Requirement:
The records below need to be set down again exactly; their images stay out.

[Start of section]

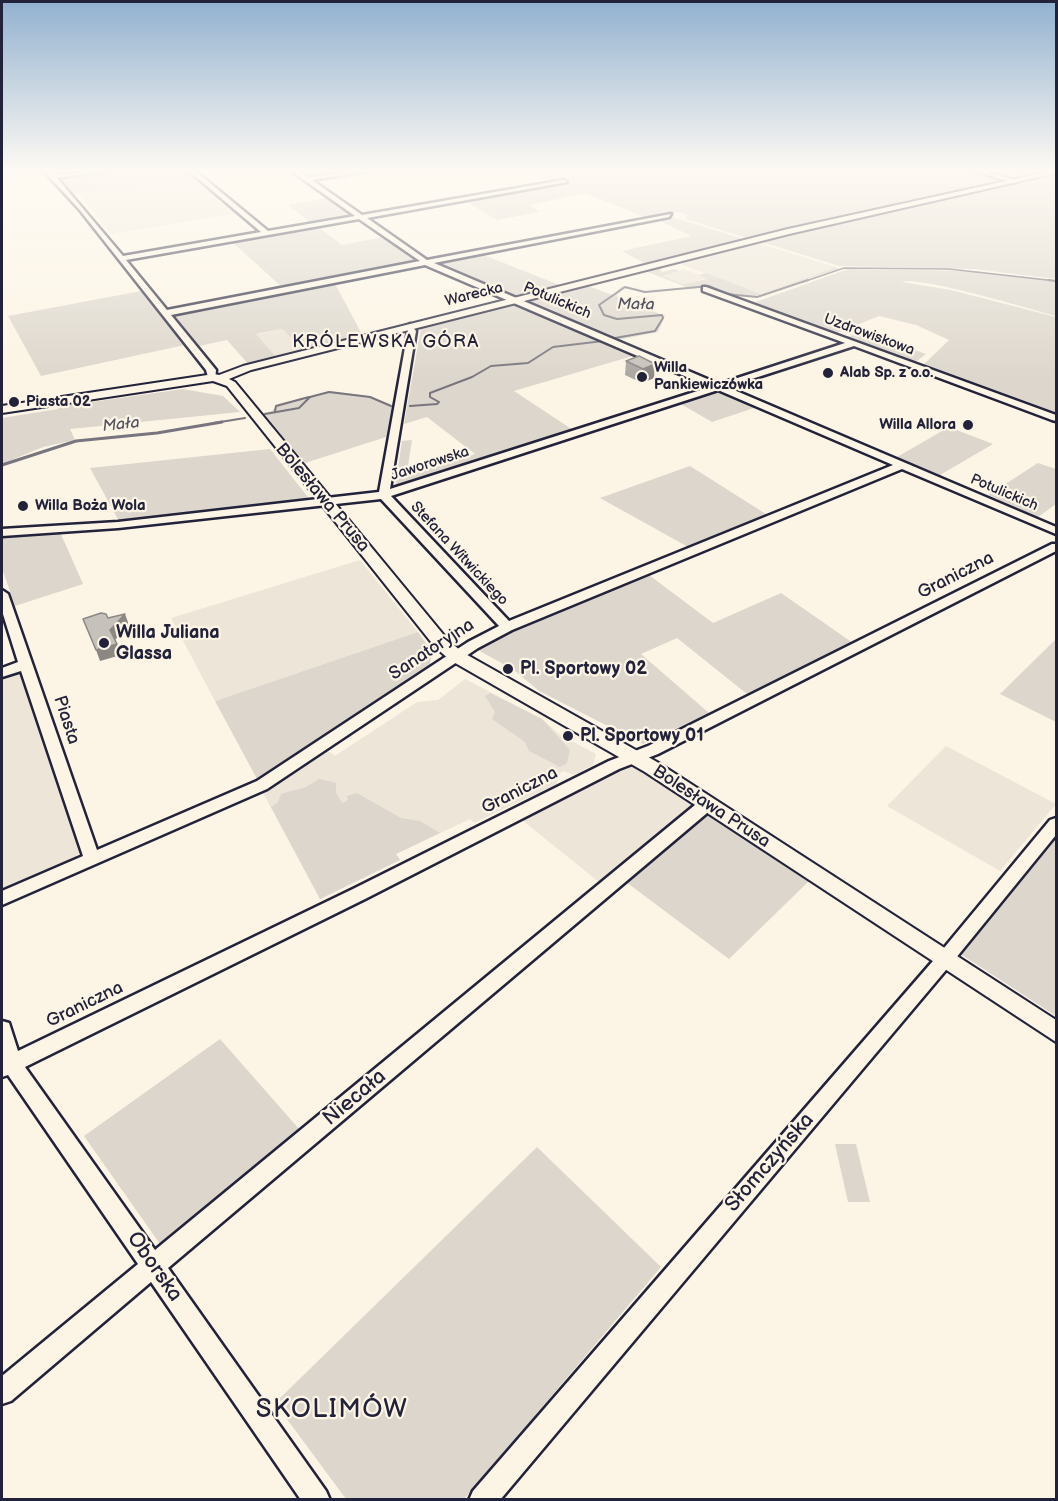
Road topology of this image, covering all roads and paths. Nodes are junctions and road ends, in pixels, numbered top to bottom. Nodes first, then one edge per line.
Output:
1 (106, 240) edge
2 (225, 240) edge
3 (395, 240) edge
4 (540, 240) edge
5 (756, 240) edge
6 (122, 258) junction
7 (427, 262) junction
8 (706, 289) dead end
9 (517, 300) junction
10 (166, 313) junction
11 (410, 327) junction
12 (852, 344) junction
13 (214, 381) junction
14 (718, 386) junction
15 (2, 410) edge
16 (1056, 418) edge
17 (900, 466) junction
18 (384, 495) junction
19 (326, 502) junction
20 (1056, 531) edge
21 (2, 532) edge
22 (1056, 548) edge
23 (2, 594) edge
24 (507, 627) junction
25 (456, 656) junction
26 (26, 664) junction
27 (2, 673) edge
28 (634, 757) junction
29 (707, 804) junction
30 (1056, 824) edge
31 (92, 859) junction
32 (2, 898) edge
33 (945, 959) junction
34 (2, 1029) edge
35 (1056, 1032) edge
36 (6, 1066) edge
37 (153, 1266) junction
38 (2, 1392) edge
39 (317, 1500) edge
40 (482, 1500) edge

1 - 6 street
2 - 6 street
3 - 7 street, Potulickich
4 - 7 street
5 - 9 street, Warecka
6 - 10 street
7 - 9 street, Potulickich
7 - 10 street
8 - 12 street, Uzdrowiskowa
9 - 11 street, Warecka
9 - 14 street, Potulickich
10 - 13 street
11 - 13 street, Warecka
11 - 18 street
12 - 14 street, Jaworowska
12 - 16 street, Uzdrowiskowa
13 - 15 street
13 - 19 street, Bolesława Prusa
14 - 17 street, Potulickich
14 - 18 street, Jaworowska
17 - 20 street, Potulickich
17 - 24 street, Sanatoryjna
18 - 19 street, Jaworowska
18 - 24 street, Stefana Witwickiego
19 - 21 street, Jaworowska
19 - 25 street, Bolesława Prusa
22 - 28 street, Graniczna
23 - 26 street, Piasta
24 - 25 street, Sanatoryjna
25 - 28 street, Bolesława Prusa
25 - 31 street, Sanatoryjna
26 - 27 street
26 - 31 street, Piasta
28 - 29 street, Bolesława Prusa
28 - 36 street, Graniczna
29 - 33 street, Bolesława Prusa
29 - 37 street, Niecała
30 - 33 street, Słomczyńska
31 - 32 street, Sanatoryjna
33 - 35 street, Bolesława Prusa
33 - 40 street, Słomczyńska
34 - 36 street, Oborska
36 - 37 street, Oborska
37 - 38 street, Niecała
37 - 39 street, Oborska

[End of section]

Response for this exercise:
Road topology of this image, covering all roads and paths. Nodes are junctions and road ends, in pixels, numbered top to bottom. Nodes first, then one edge per line.
Output:
1 (106, 240) edge
2 (225, 240) edge
3 (395, 240) edge
4 (540, 240) edge
5 (756, 240) edge
6 (122, 258) junction
7 (427, 262) junction
8 (706, 289) dead end
9 (517, 300) junction
10 (166, 313) junction
11 (410, 327) junction
12 (852, 344) junction
13 (214, 381) junction
14 (718, 386) junction
15 (2, 410) edge
16 (1056, 418) edge
17 (900, 466) junction
18 (384, 495) junction
19 (326, 502) junction
20 (1056, 531) edge
21 (2, 532) edge
22 (1056, 548) edge
23 (2, 594) edge
24 (507, 627) junction
25 (456, 656) junction
26 (26, 664) junction
27 (2, 673) edge
28 (634, 757) junction
29 (707, 804) junction
30 (1056, 824) edge
31 (92, 859) junction
32 (2, 898) edge
33 (945, 959) junction
34 (2, 1029) edge
35 (1056, 1032) edge
36 (6, 1066) edge
37 (153, 1266) junction
38 (2, 1392) edge
39 (317, 1500) edge
40 (482, 1500) edge

1 - 6 street
2 - 6 street
3 - 7 street, Potulickich
4 - 7 street
5 - 9 street, Warecka
6 - 10 street
7 - 9 street, Potulickich
7 - 10 street
8 - 12 street, Uzdrowiskowa
9 - 11 street, Warecka
9 - 14 street, Potulickich
10 - 13 street
11 - 13 street, Warecka
11 - 18 street
12 - 14 street, Jaworowska
12 - 16 street, Uzdrowiskowa
13 - 15 street
13 - 19 street, Bolesława Prusa
14 - 17 street, Potulickich
14 - 18 street, Jaworowska
17 - 20 street, Potulickich
17 - 24 street, Sanatoryjna
18 - 19 street, Jaworowska
18 - 24 street, Stefana Witwickiego
19 - 21 street, Jaworowska
19 - 25 street, Bolesława Prusa
22 - 28 street, Graniczna
23 - 26 street, Piasta
24 - 25 street, Sanatoryjna
25 - 28 street, Bolesława Prusa
25 - 31 street, Sanatoryjna
26 - 27 street
26 - 31 street, Piasta
28 - 29 street, Bolesława Prusa
28 - 36 street, Graniczna
29 - 33 street, Bolesława Prusa
29 - 37 street, Niecała
30 - 33 street, Słomczyńska
31 - 32 street, Sanatoryjna
33 - 35 street, Bolesława Prusa
33 - 40 street, Słomczyńska
34 - 36 street, Oborska
36 - 37 street, Oborska
37 - 38 street, Niecała
37 - 39 street, Oborska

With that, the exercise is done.